* _TASK GOAL_:
Keeping every word intact, reproduce all of the records.

* _EXERCISE INPUT_:
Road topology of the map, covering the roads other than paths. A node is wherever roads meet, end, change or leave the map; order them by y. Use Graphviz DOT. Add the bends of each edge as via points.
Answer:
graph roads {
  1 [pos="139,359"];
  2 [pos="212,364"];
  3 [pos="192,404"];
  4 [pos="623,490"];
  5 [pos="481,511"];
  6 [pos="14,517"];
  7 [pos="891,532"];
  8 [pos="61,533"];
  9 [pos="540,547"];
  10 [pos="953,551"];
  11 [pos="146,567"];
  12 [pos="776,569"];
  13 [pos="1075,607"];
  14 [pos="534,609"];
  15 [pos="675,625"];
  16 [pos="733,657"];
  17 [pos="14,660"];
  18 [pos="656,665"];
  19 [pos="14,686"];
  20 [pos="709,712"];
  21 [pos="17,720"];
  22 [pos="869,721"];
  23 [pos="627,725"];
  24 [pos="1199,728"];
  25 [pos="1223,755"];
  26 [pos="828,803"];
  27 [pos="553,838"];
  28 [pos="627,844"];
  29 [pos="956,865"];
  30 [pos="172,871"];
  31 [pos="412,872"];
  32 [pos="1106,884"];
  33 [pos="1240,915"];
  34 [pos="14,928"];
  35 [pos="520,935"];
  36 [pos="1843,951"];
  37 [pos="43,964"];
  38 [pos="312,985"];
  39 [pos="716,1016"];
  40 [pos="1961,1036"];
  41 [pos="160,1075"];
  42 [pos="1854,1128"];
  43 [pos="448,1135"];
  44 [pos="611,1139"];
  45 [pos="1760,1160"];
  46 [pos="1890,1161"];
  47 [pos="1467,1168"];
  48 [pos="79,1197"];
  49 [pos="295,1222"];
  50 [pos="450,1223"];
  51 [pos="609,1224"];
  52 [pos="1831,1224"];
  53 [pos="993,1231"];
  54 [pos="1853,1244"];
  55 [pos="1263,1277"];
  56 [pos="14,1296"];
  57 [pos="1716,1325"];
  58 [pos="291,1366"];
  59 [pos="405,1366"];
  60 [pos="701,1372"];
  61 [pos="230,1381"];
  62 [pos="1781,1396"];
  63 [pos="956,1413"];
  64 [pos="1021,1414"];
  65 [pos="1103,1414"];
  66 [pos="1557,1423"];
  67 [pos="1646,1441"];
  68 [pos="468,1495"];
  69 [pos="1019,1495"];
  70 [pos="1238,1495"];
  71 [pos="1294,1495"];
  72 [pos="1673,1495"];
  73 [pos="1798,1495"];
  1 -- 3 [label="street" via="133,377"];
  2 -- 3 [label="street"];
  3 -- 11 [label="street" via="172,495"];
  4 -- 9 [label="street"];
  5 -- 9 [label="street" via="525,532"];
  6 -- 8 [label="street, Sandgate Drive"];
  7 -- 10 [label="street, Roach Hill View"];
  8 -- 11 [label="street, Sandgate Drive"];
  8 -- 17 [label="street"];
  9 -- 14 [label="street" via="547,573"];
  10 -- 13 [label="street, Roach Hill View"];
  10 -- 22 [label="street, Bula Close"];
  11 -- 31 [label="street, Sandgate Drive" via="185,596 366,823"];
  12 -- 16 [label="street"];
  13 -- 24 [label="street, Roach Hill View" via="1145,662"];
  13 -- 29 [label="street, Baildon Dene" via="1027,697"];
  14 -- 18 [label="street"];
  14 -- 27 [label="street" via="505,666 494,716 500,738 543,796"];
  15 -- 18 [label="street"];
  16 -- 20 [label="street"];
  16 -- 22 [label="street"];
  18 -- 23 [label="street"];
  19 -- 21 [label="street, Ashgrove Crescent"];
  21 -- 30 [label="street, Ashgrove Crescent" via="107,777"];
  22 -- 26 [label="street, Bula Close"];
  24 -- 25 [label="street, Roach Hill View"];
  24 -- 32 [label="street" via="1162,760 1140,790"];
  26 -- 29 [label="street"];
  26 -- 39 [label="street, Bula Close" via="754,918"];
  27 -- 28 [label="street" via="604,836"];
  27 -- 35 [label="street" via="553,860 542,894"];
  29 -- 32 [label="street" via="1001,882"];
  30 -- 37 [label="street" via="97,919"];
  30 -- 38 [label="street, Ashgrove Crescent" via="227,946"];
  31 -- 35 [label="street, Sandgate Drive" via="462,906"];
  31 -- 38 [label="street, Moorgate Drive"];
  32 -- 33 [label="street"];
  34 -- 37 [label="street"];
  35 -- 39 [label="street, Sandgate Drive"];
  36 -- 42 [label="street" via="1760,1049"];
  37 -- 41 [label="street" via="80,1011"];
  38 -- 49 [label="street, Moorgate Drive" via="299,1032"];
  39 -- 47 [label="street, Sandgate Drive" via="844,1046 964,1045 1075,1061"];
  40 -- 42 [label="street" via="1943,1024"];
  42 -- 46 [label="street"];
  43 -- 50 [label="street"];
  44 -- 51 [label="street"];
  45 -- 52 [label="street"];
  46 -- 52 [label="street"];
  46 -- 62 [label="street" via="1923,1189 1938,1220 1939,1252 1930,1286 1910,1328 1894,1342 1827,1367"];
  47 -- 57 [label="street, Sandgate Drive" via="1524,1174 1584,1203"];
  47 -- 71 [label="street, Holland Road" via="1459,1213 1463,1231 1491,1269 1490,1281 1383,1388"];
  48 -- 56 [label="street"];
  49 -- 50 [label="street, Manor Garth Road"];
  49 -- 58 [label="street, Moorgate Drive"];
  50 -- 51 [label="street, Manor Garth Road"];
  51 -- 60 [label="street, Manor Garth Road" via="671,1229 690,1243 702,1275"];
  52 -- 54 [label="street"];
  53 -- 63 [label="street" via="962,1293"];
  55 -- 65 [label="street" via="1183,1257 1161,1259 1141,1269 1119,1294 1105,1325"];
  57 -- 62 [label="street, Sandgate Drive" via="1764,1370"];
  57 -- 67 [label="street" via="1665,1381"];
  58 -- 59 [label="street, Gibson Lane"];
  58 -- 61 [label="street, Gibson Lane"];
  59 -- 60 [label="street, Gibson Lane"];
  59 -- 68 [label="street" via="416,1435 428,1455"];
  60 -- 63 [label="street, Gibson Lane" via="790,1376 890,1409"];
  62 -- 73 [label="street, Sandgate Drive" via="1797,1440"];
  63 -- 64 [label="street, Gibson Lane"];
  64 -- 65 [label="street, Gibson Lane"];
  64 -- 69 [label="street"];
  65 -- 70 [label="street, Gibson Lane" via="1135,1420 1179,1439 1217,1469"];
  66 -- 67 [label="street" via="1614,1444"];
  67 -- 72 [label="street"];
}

* _WORKED SOLUTION_:
Road topology of the map, covering the roads other than paths. A node is wherever roads meet, end, change or leave the map; order them by y. Use Graphviz DOT. Add the bends of each edge as via points.
Answer:
graph roads {
  1 [pos="139,359"];
  2 [pos="212,364"];
  3 [pos="192,404"];
  4 [pos="623,490"];
  5 [pos="481,511"];
  6 [pos="14,517"];
  7 [pos="891,532"];
  8 [pos="61,533"];
  9 [pos="540,547"];
  10 [pos="953,551"];
  11 [pos="146,567"];
  12 [pos="776,569"];
  13 [pos="1075,607"];
  14 [pos="534,609"];
  15 [pos="675,625"];
  16 [pos="733,657"];
  17 [pos="14,660"];
  18 [pos="656,665"];
  19 [pos="14,686"];
  20 [pos="709,712"];
  21 [pos="17,720"];
  22 [pos="869,721"];
  23 [pos="627,725"];
  24 [pos="1199,728"];
  25 [pos="1223,755"];
  26 [pos="828,803"];
  27 [pos="553,838"];
  28 [pos="627,844"];
  29 [pos="956,865"];
  30 [pos="172,871"];
  31 [pos="412,872"];
  32 [pos="1106,884"];
  33 [pos="1240,915"];
  34 [pos="14,928"];
  35 [pos="520,935"];
  36 [pos="1843,951"];
  37 [pos="43,964"];
  38 [pos="312,985"];
  39 [pos="716,1016"];
  40 [pos="1961,1036"];
  41 [pos="160,1075"];
  42 [pos="1854,1128"];
  43 [pos="448,1135"];
  44 [pos="611,1139"];
  45 [pos="1760,1160"];
  46 [pos="1890,1161"];
  47 [pos="1467,1168"];
  48 [pos="79,1197"];
  49 [pos="295,1222"];
  50 [pos="450,1223"];
  51 [pos="609,1224"];
  52 [pos="1831,1224"];
  53 [pos="993,1231"];
  54 [pos="1853,1244"];
  55 [pos="1263,1277"];
  56 [pos="14,1296"];
  57 [pos="1716,1325"];
  58 [pos="291,1366"];
  59 [pos="405,1366"];
  60 [pos="701,1372"];
  61 [pos="230,1381"];
  62 [pos="1781,1396"];
  63 [pos="956,1413"];
  64 [pos="1021,1414"];
  65 [pos="1103,1414"];
  66 [pos="1557,1423"];
  67 [pos="1646,1441"];
  68 [pos="468,1495"];
  69 [pos="1019,1495"];
  70 [pos="1238,1495"];
  71 [pos="1294,1495"];
  72 [pos="1673,1495"];
  73 [pos="1798,1495"];
  1 -- 3 [label="street" via="133,377"];
  2 -- 3 [label="street"];
  3 -- 11 [label="street" via="172,495"];
  4 -- 9 [label="street"];
  5 -- 9 [label="street" via="525,532"];
  6 -- 8 [label="street, Sandgate Drive"];
  7 -- 10 [label="street, Roach Hill View"];
  8 -- 11 [label="street, Sandgate Drive"];
  8 -- 17 [label="street"];
  9 -- 14 [label="street" via="547,573"];
  10 -- 13 [label="street, Roach Hill View"];
  10 -- 22 [label="street, Bula Close"];
  11 -- 31 [label="street, Sandgate Drive" via="185,596 366,823"];
  12 -- 16 [label="street"];
  13 -- 24 [label="street, Roach Hill View" via="1145,662"];
  13 -- 29 [label="street, Baildon Dene" via="1027,697"];
  14 -- 18 [label="street"];
  14 -- 27 [label="street" via="505,666 494,716 500,738 543,796"];
  15 -- 18 [label="street"];
  16 -- 20 [label="street"];
  16 -- 22 [label="street"];
  18 -- 23 [label="street"];
  19 -- 21 [label="street, Ashgrove Crescent"];
  21 -- 30 [label="street, Ashgrove Crescent" via="107,777"];
  22 -- 26 [label="street, Bula Close"];
  24 -- 25 [label="street, Roach Hill View"];
  24 -- 32 [label="street" via="1162,760 1140,790"];
  26 -- 29 [label="street"];
  26 -- 39 [label="street, Bula Close" via="754,918"];
  27 -- 28 [label="street" via="604,836"];
  27 -- 35 [label="street" via="553,860 542,894"];
  29 -- 32 [label="street" via="1001,882"];
  30 -- 37 [label="street" via="97,919"];
  30 -- 38 [label="street, Ashgrove Crescent" via="227,946"];
  31 -- 35 [label="street, Sandgate Drive" via="462,906"];
  31 -- 38 [label="street, Moorgate Drive"];
  32 -- 33 [label="street"];
  34 -- 37 [label="street"];
  35 -- 39 [label="street, Sandgate Drive"];
  36 -- 42 [label="street" via="1760,1049"];
  37 -- 41 [label="street" via="80,1011"];
  38 -- 49 [label="street, Moorgate Drive" via="299,1032"];
  39 -- 47 [label="street, Sandgate Drive" via="844,1046 964,1045 1075,1061"];
  40 -- 42 [label="street" via="1943,1024"];
  42 -- 46 [label="street"];
  43 -- 50 [label="street"];
  44 -- 51 [label="street"];
  45 -- 52 [label="street"];
  46 -- 52 [label="street"];
  46 -- 62 [label="street" via="1923,1189 1938,1220 1939,1252 1930,1286 1910,1328 1894,1342 1827,1367"];
  47 -- 57 [label="street, Sandgate Drive" via="1524,1174 1584,1203"];
  47 -- 71 [label="street, Holland Road" via="1459,1213 1463,1231 1491,1269 1490,1281 1383,1388"];
  48 -- 56 [label="street"];
  49 -- 50 [label="street, Manor Garth Road"];
  49 -- 58 [label="street, Moorgate Drive"];
  50 -- 51 [label="street, Manor Garth Road"];
  51 -- 60 [label="street, Manor Garth Road" via="671,1229 690,1243 702,1275"];
  52 -- 54 [label="street"];
  53 -- 63 [label="street" via="962,1293"];
  55 -- 65 [label="street" via="1183,1257 1161,1259 1141,1269 1119,1294 1105,1325"];
  57 -- 62 [label="street, Sandgate Drive" via="1764,1370"];
  57 -- 67 [label="street" via="1665,1381"];
  58 -- 59 [label="street, Gibson Lane"];
  58 -- 61 [label="street, Gibson Lane"];
  59 -- 60 [label="street, Gibson Lane"];
  59 -- 68 [label="street" via="416,1435 428,1455"];
  60 -- 63 [label="street, Gibson Lane" via="790,1376 890,1409"];
  62 -- 73 [label="street, Sandgate Drive" via="1797,1440"];
  63 -- 64 [label="street, Gibson Lane"];
  64 -- 65 [label="street, Gibson Lane"];
  64 -- 69 [label="street"];
  65 -- 70 [label="street, Gibson Lane" via="1135,1420 1179,1439 1217,1469"];
  66 -- 67 [label="street" via="1614,1444"];
  67 -- 72 [label="street"];
}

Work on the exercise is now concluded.